Did you know Carrot cake is often referred to as Passion cake? The history of this sweet dessert can go back as far as Medieval Times. Carrots were used in sweet cakes since sweeteners were scarce and expensive. Here in the States following the end of WWII there was an over abundance of canned carrots. A business man named George C. Page hired master Bakers to find uses for the cans of carrots. He promoted the idea of carrot cake after seeing a recipe on the side of the cans. The cakes became very popular in the 1960′s in restaurants and cafeterias from coast to coast. Every establishment had the delectable dessert on their menu.
My family history of carrot cake is with my Grandma Taylor. She was a wonderful baker.
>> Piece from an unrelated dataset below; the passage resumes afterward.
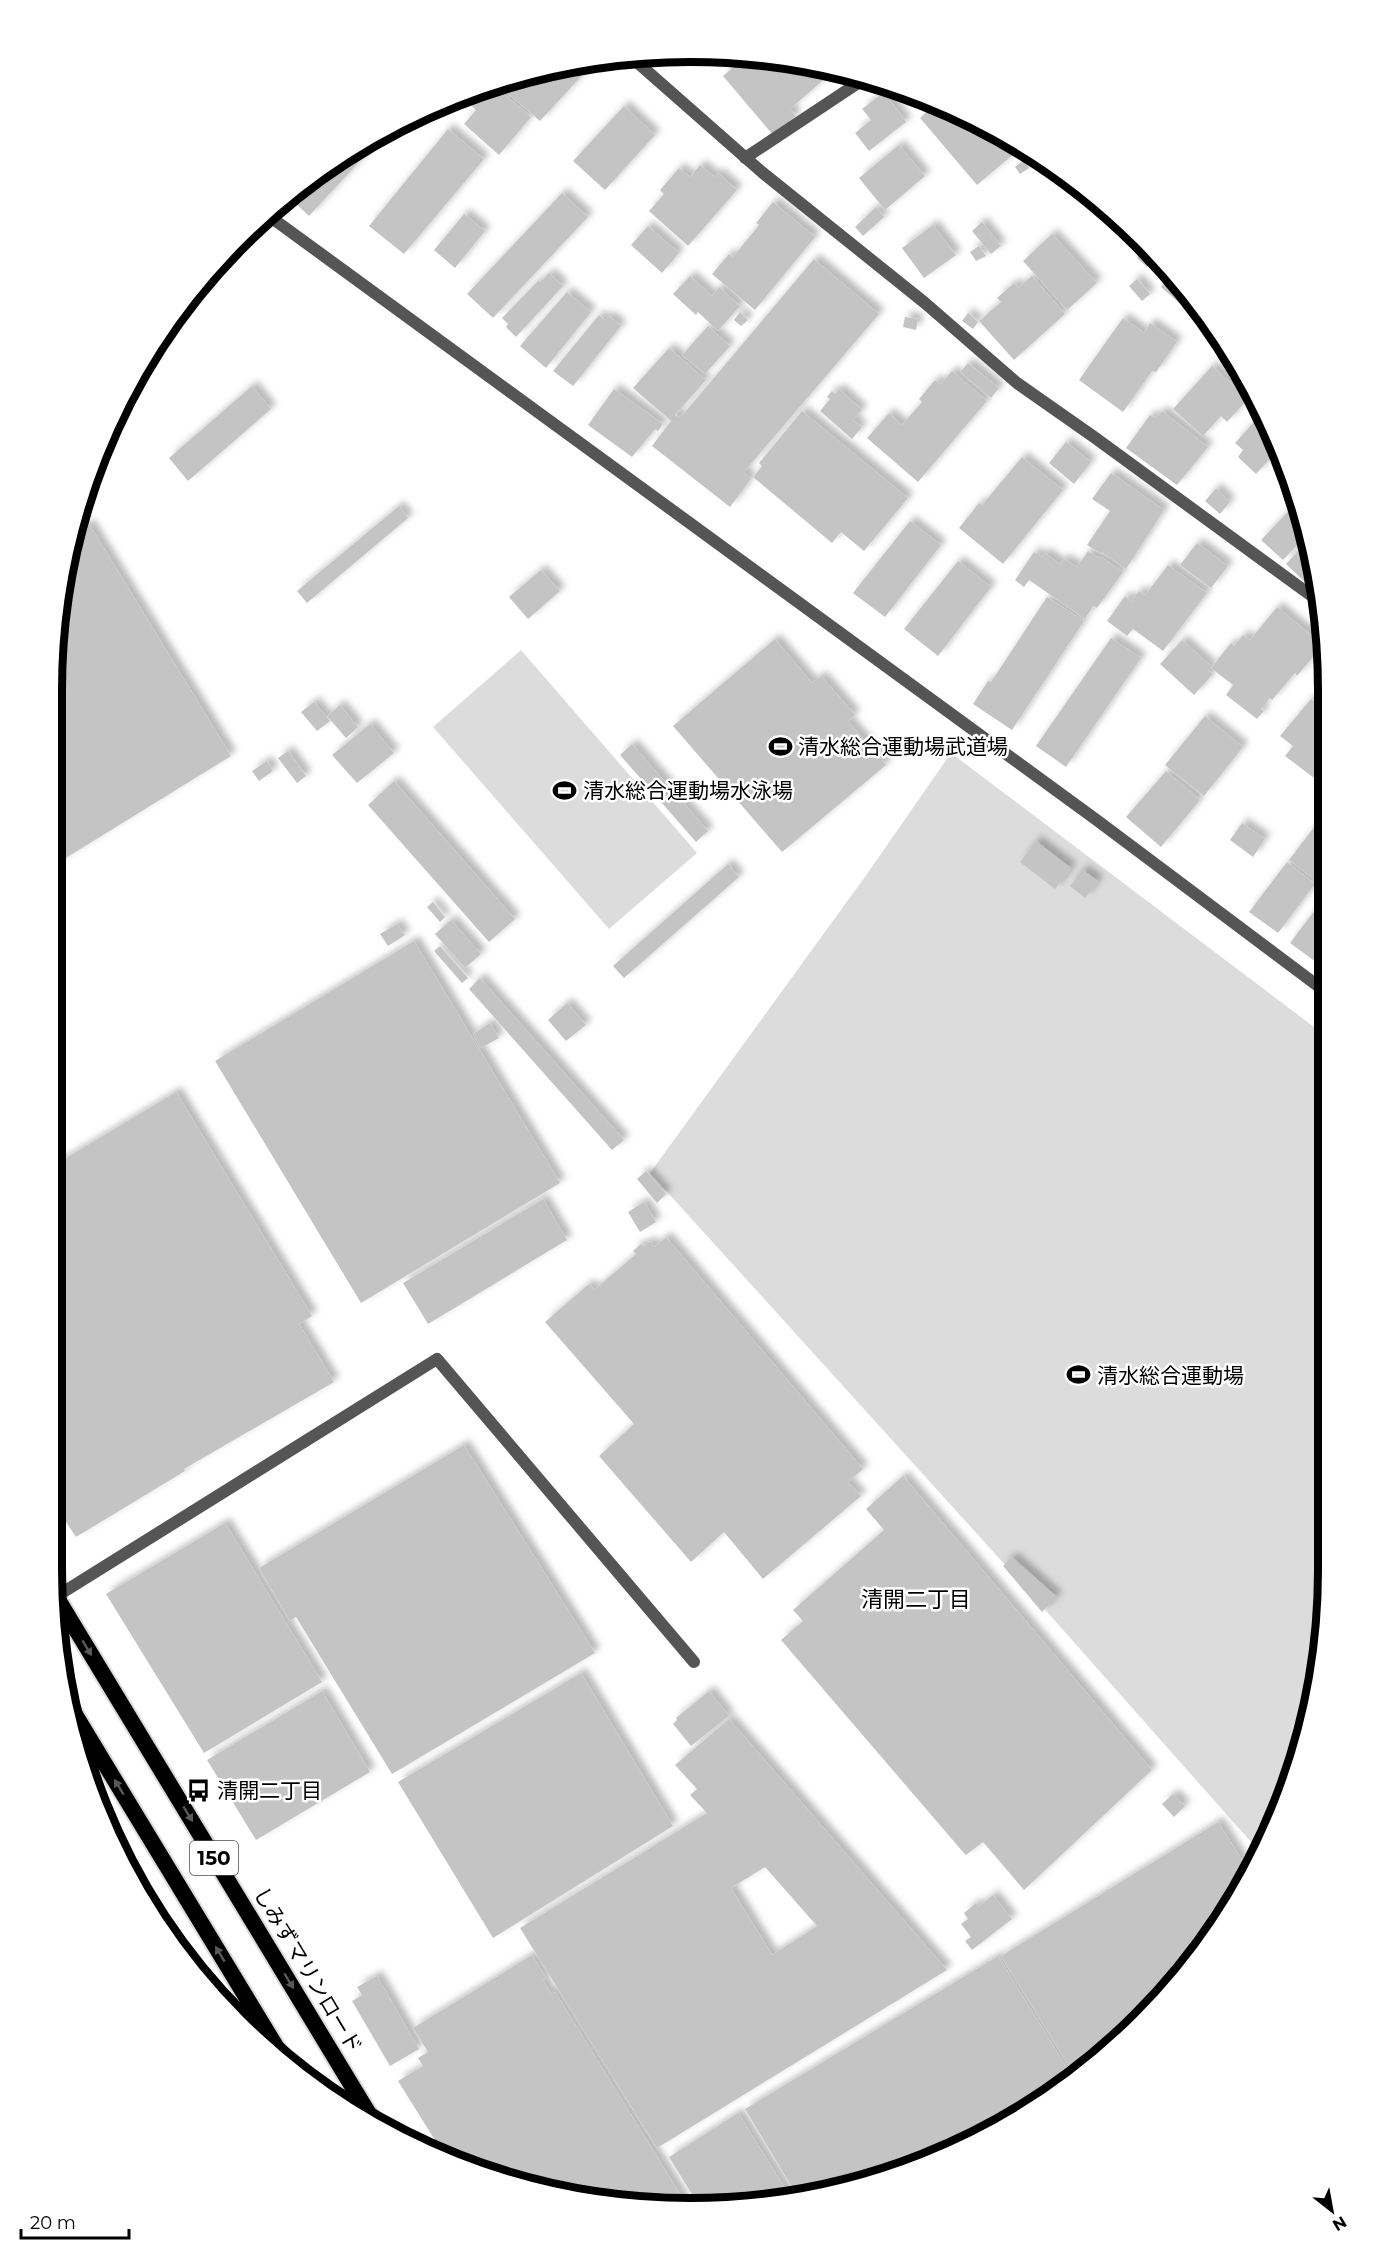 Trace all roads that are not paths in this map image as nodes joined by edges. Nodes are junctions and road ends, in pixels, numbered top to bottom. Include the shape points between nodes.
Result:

I loved spending time with her. The most amazing smells filled my Grandma’s kitchen and I loved sitting there watching her glide easily from counter to oven and back. She would make the most delicious baked goods and all from memory. I never remembered seeing her ever refer to a cookbook. After her death I found a small spiral notebook with my Grandma’s hand written recipes.
Consider these cookies portable mini carrot cakes! They are made with my Grandma’s recipe in mind.
2 cups brown sugar
2 cups sugar
1 lb. butter
2 tsp. vanilla
4 cups all-purpose flour
2 tsp. baking soda
2 tsp. baking powder
½ tsp. salt
2 1/2 tsp. ground cinnamon
1 1/2 tsp. nutmeg
1 ½ tsp. ginger
3 cups grated carrots
1 cup raisins
4 cups rolled oats
1 cup chopped pecans or walnuts, optional
Cream butter and sugars together until light brown. Add eggs one at a time. Wait until each one is combined before adding the next. Mix in vanilla. Fold in carrots, raisins and oats.
Sift together flour, baking soda, baking powder, salt, cinnamon, nutmeg and ginger in a large bowl. Slowly add mix to wet ingredients by fourths. Scrape after each addition.
Scoop by teaspoons (I use a small 1-tsp ice cream scooper to make the perfect size) onto a lightly greased cookie sheet. Bake 10-12 minutes at 350° until golden.
Cool on rack.
While the cookies are baking and cooling, whip up the frosting.
1 lb. cream cheese (softened)
1 lb. butter (softened)
2 cups powdered sugar
2 tsp. vanilla extract
Cream butter and cream cheese until no lumps remain.
Slowly add vanilla and sifted powdered sugar.
After the cookies have cooled and the frosting is ready, assemble them by smearing some frosting on the bottom of one cookie and then sandwiching it closed with another.